Monday, June 07, 2004

BT to block child porn

Internet service providers have been saying the technology isn't available and such filtering wouldn't be economically feasible. But this week British Telecom, the UK's largest high-speed ISP announced it would soon start blocking all child pornography, The Guardian reports. Child pornography is illegal in most countries. The move "would not have been possible a year ago, but improvements in computer processing speeds means that the company is now able to block Web sites, offensive pages, and even individual images of abuse" with a technology called Cleanfeed that BT's been testing in consultation with the British Home Office. BT is talking with other ISPs about adopting the technology and will license it to them as wholesale customers, the BBC reports. The BBC adds that this development, however, will have little impact on pedophiles, who will still have plenty of avenues available to them for child-porn trafficking, such as newsgroups, chat, file-sharing, and IM. An analysis at The Register, which explains how Cleanfeed works, adds that the technology isn't even a complete solution technically - "it only looks at port 80" on subscribers' PCs, and port 80 only deals with Web surfing, not email, file-sharing, IM-ing, etc.

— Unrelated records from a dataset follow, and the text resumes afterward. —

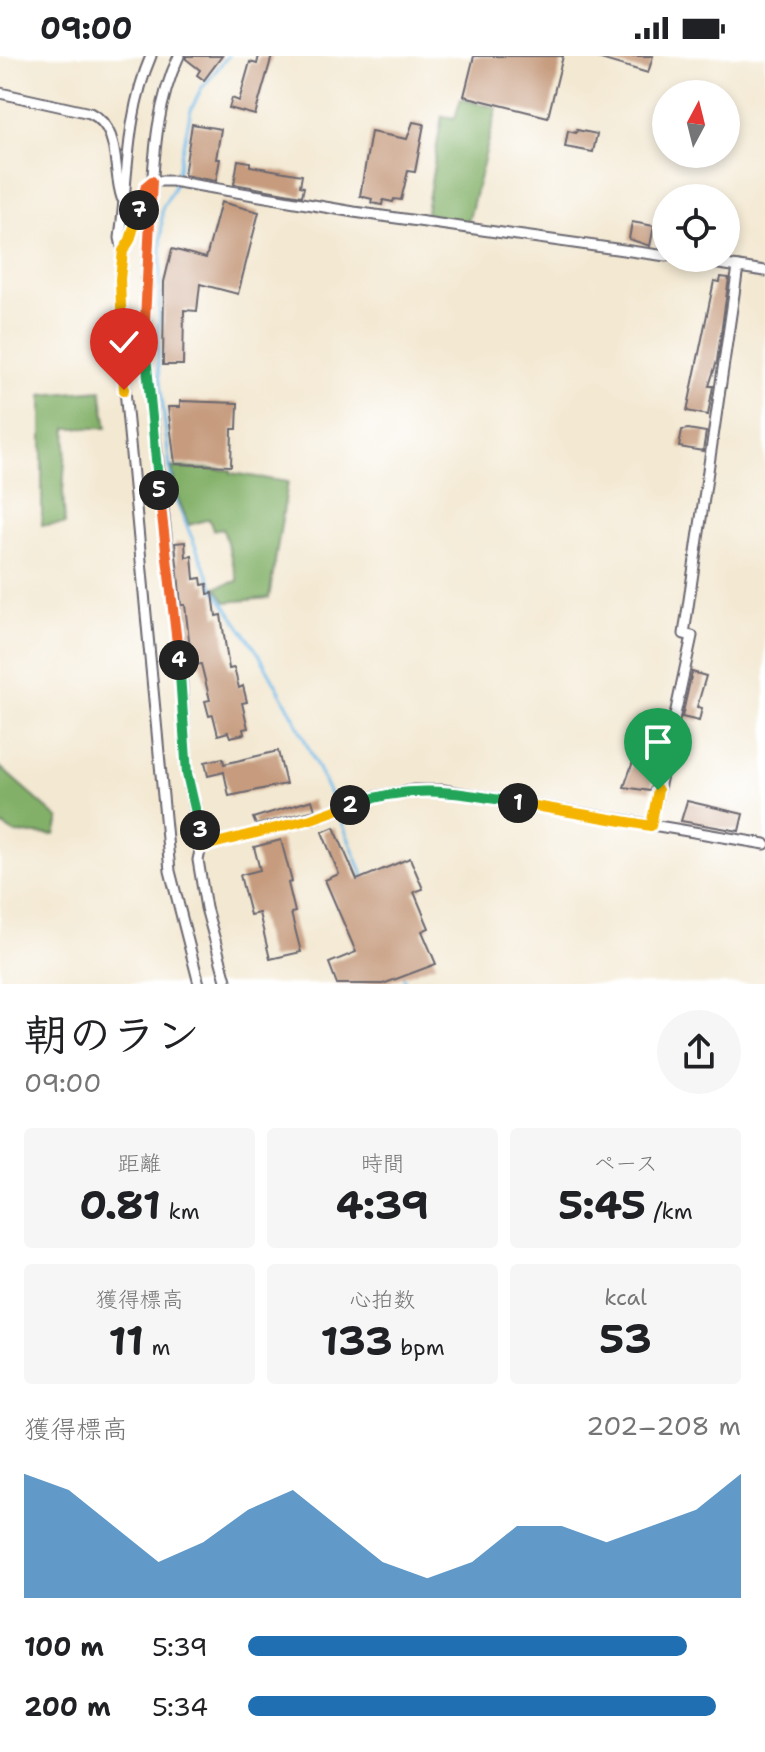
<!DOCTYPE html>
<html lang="ja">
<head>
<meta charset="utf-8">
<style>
  :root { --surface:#fff; --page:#f6f6f6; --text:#202124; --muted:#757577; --accent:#1f6fb2 }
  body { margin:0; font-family:"Shantell Sans","Klee One",sans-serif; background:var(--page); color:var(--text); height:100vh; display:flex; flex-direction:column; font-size:30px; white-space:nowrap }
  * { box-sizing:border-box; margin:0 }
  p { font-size:26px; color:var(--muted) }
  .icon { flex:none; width:44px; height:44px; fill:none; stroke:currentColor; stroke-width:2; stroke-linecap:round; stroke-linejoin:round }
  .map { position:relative; height:928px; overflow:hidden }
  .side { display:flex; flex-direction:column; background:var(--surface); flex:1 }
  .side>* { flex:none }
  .needle { width:52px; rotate:7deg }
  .controls { position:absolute; left:652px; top:24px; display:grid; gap:16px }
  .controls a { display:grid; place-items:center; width:88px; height:88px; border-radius:50%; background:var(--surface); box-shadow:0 4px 12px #0003; font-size:40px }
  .pin { position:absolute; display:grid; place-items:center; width:68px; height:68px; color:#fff; margin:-82px -34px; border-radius:50% 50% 50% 0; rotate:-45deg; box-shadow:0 0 8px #0007 }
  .pin .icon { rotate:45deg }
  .km { position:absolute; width:40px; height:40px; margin:-20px; border-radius:50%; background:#222; color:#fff; font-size:22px; line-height:40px; text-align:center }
  .round { display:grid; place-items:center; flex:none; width:84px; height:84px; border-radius:42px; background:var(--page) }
  .head { display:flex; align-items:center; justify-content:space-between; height:136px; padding:0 24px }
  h1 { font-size:44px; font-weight:700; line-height:60px }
  .figures { display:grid; grid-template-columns:repeat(3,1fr); gap:12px; height:136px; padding:8px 24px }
  .figures div { display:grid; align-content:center; border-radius:8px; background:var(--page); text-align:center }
  .figures b { font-size:40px; font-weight:700 }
  .figures small { font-size:22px; font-weight:400 }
  .figures p { font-size:22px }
  .chart { height:224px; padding:16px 24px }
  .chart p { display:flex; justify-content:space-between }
  .chart svg { width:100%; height:144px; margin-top:8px; fill:var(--accent); opacity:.7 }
  ul { padding:0 24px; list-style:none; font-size:26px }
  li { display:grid; grid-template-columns:128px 96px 1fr; align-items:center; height:60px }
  li i { height:20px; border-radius:10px; background:var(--accent) }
  .status { display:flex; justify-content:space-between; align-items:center; height:56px; padding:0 40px; background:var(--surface); direction:ltr }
  .status svg { height:22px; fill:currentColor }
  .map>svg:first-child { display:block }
  .forest { fill:#82b068; stroke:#526952; stroke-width:2 }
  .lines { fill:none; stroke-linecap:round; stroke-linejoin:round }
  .stream { stroke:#71bbe9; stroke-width:3 }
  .building { fill:#c69b7e }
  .minor-casing { stroke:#6b6770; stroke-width:13 }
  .minor { stroke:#fff; stroke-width:9 }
  .split-1-casing { stroke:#fff; stroke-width:16 }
  .split-2-casing { stroke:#fff; stroke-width:16 }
  .split-3-casing { stroke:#fff; stroke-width:16 }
  .split-4-casing { stroke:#fff; stroke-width:16 }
  .split-5-casing { stroke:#fff; stroke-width:16 }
  .split-6-casing { stroke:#fff; stroke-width:16 }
  .split-7-casing { stroke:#fff; stroke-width:16 }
  .split-8-casing { stroke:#fff; stroke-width:16 }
  .split-1 { stroke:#f5b400; stroke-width:10 }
  .split-2 { stroke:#22a559; stroke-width:10 }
  .split-3 { stroke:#f5b400; stroke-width:10 }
  .split-4 { stroke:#22a559; stroke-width:10 }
  .split-5 { stroke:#f0652b; stroke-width:10 }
  .split-6 { stroke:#22a559; stroke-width:10 }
  .split-7 { stroke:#f0652b; stroke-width:10 }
  .split-8 { stroke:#f5b400; stroke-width:10 }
</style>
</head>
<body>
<div class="status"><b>09:00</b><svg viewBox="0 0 49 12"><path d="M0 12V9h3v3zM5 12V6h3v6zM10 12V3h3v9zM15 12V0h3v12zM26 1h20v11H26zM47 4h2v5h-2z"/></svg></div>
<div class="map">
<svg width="765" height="928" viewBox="0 0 765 928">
  <rect width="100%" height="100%" fill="#fff"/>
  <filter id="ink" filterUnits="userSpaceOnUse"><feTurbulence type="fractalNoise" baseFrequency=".0125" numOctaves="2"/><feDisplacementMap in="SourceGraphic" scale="16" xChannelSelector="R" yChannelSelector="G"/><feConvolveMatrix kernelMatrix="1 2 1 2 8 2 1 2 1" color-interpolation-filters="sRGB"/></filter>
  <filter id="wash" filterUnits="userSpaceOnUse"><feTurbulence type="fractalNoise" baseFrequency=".006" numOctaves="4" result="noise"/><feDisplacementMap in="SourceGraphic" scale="32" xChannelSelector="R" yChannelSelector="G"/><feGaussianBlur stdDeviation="1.8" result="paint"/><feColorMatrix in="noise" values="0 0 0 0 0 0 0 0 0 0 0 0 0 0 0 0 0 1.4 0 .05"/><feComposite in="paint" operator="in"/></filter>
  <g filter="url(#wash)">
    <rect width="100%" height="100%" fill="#f3e8d1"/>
    <!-- forest -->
    <g class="forest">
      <path d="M461,43L497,52L468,167L425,162L442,60L455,62Z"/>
      <path d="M101,334L107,372H67L63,436L65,468L42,469V339Z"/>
      <path d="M172,411L231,414V417L288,426L269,542L226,546L216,531L238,525L223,473L213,474L209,463L189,469L175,436Z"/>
      <path d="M0,711L59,763L55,779L14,777L0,768Z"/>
    </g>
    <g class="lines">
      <!-- stream -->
      <g class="stream">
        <path d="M228,0L201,33L191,54L174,131L162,153L158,309L173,438L214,533L259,598L295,663L335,749L365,824"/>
        <path d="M402,917L406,928"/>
      </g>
    </g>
    <g id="blocks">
      <!-- building -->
      <g class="building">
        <path d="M186,0H222L204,24L197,19L200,14L186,3Z"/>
        <path d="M259,0H272L255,59L229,52L232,42L239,45L250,6L257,8Z"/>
        <path d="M474,0H563L548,61L464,40Z"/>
        <path d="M598,0H653L648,17L597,2Z"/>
        <path d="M413,66L424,68L415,116L408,115L401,144L394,143L393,146L383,144L382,149L371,147L372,143L360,140L371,76L407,83Z"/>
        <path d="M192,68L221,73L216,103H220L216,125L184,119Z"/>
        <path d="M577,74L597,78L593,96L565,91L568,75L576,77Z"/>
        <path d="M238,104L250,106V110L302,119L300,130L304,131L302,140L234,128Z"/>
        <path d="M221,146L259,156L238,238L200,228L197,255L184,254L183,309H163L164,226L172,193L206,202Z"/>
        <path d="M632,166L654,170L650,190L629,183Z"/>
        <path d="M721,221L729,222L717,305L709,330H713L708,359L687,355L714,225L720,226Z"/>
        <path d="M180,345L238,347L237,373H232L231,410L175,408L168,351H180Z"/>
        <path d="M688,373L706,376L703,395L679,391L682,374Z"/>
        <path d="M185,486L186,501L192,500L194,523L201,522L202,529L207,528L208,538L213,537L216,560L221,559L229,613L234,612L239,632L243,630L247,646L242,647L248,672L243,673L244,678L230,681L228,676L218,679L213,659L209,660L205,645L210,644L201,608L192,609L185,549H181L175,487Z"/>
        <path d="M692,616L706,620L697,651L702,652L699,665L682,661Z"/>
        <path d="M639,678L662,682L650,735L624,731L635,700Z"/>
        <path d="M278,695L286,728L229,740L224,716L208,720L205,706L223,702L224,708Z"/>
        <path d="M312,744L315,754L256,769L253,762Z"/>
        <path d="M687,745L743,758L739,775L681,765Z"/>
        <path d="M334,771L357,824L410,802L423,833L414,836L429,872L422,875L436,908L383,928H337L329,907L356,896L325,824L339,818L322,776Z"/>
        <path d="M281,784L292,826L288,827L295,856L291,857L301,896L270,903L259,857L250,859L240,819L260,814L254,791Z"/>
      </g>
    </g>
  </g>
  <g filter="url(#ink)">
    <use href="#blocks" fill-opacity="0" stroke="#6b6770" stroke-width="2"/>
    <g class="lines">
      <defs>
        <g id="minor">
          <path d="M151,0C126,58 128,121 120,182L123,195L120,223L121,291L170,815L199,928"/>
          <path d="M179,0C156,48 154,100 151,152C148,198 145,244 145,290L181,614L187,718L200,777L201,791L198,804L206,852L227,928"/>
          <path d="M0,37L90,57C122,72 112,114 122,142"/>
          <path d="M123,195L130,184L146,130L152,125H172L354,156L666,200"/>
          <path d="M680,202L765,215"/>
          <path d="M651,770L692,580L684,578L738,211"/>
          <path d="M201,791L311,763L374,741L414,734H444L765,788"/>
        </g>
      </defs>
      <!-- minor casing -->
      <use href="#minor" class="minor-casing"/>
      <!-- minor -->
      <use href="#minor" class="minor"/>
    </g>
  </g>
  <g class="lines" filter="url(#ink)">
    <defs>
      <path id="split-1" d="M518,747L651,770L658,734"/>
      <path id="split-2" d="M350,749C413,727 454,736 518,747"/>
      <path id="split-3" d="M200,774L201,791L311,763L350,749"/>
      <path id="split-4" d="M179,604L187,718L200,774"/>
      <path id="split-5" d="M159,434L179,604"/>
      <path id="split-6" d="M145,264V290L159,434"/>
      <path id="split-7" d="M139,154L146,130L152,125L145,264"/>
      <path id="split-8" d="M124,334L120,223L123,195L130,184L139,154"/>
    </defs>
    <!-- split-1 casing -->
    <use href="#split-1" class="split-1-casing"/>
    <!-- split-2 casing -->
    <use href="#split-2" class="split-2-casing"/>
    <!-- split-3 casing -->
    <use href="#split-3" class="split-3-casing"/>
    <!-- split-4 casing -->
    <use href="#split-4" class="split-4-casing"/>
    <!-- split-5 casing -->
    <use href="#split-5" class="split-5-casing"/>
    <!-- split-6 casing -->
    <use href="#split-6" class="split-6-casing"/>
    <!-- split-7 casing -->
    <use href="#split-7" class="split-7-casing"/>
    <!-- split-8 casing -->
    <use href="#split-8" class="split-8-casing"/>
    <!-- split-1 -->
    <use href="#split-1" class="split-1"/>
    <!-- split-2 -->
    <use href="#split-2" class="split-2"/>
    <!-- split-3 -->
    <use href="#split-3" class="split-3"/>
    <!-- split-4 -->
    <use href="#split-4" class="split-4"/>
    <!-- split-5 -->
    <use href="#split-5" class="split-5"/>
    <!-- split-6 -->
    <use href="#split-6" class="split-6"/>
    <!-- split-7 -->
    <use href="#split-7" class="split-7"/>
    <!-- split-8 -->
    <use href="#split-8" class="split-8"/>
  </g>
</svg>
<div class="controls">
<a><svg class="needle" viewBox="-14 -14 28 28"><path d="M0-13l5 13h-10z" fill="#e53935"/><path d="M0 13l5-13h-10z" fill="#757577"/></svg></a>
<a><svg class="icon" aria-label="locate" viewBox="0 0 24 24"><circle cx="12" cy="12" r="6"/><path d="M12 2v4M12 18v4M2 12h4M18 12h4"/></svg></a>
</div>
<div class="pin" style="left:658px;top:734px;background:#1e9e55"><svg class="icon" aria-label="arrive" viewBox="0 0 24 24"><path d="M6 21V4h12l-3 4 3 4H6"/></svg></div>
<div class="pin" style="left:124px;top:334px;background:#d93025"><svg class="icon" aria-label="check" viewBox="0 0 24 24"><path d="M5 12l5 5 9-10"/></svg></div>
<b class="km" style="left:518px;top:747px">1</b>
<b class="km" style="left:350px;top:749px">2</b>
<b class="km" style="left:200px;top:774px">3</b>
<b class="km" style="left:179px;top:604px">4</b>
<b class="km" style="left:159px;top:434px">5</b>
<b class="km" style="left:139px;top:154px">7</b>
</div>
<section class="side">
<div class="head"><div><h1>朝のラン</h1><p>09:00</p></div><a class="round"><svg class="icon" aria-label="share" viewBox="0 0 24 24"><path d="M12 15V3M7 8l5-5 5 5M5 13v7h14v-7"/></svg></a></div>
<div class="figures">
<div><p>距離</p><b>0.81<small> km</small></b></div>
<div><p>時間</p><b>4:39</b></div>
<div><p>ペース</p><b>5:45<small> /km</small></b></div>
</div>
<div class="figures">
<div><p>獲得標高</p><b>11<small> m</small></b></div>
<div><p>心拍数</p><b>133<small> bpm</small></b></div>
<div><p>kcal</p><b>53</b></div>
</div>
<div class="chart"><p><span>獲得標高</span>202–208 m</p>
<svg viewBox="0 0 160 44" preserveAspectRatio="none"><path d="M0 44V6L10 11L20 22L30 33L40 27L50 17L60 11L70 22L80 33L90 38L100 33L110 22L120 22L130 27L140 22L150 17L160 6V44z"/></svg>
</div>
<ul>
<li><b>100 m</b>5:39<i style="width:89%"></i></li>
<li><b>200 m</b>5:34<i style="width:95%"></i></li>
</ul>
</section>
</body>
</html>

As for the free-speech angle, The Guardian suggests that BT's move "will lead to the first mass censorship of the Web attempted in a Western democracy." Filtering at this level had been "associated only with oppressive regimes such as Saudi Arabia and China, which have censored sites associated with dissidents. But many in the field of child protection believe that the explosion of paedophile sites justifies the crackdown," according to The Guardian. Nobody ever said that online child protection is simple - especially at any level beyond the household, and it isn't even simple there!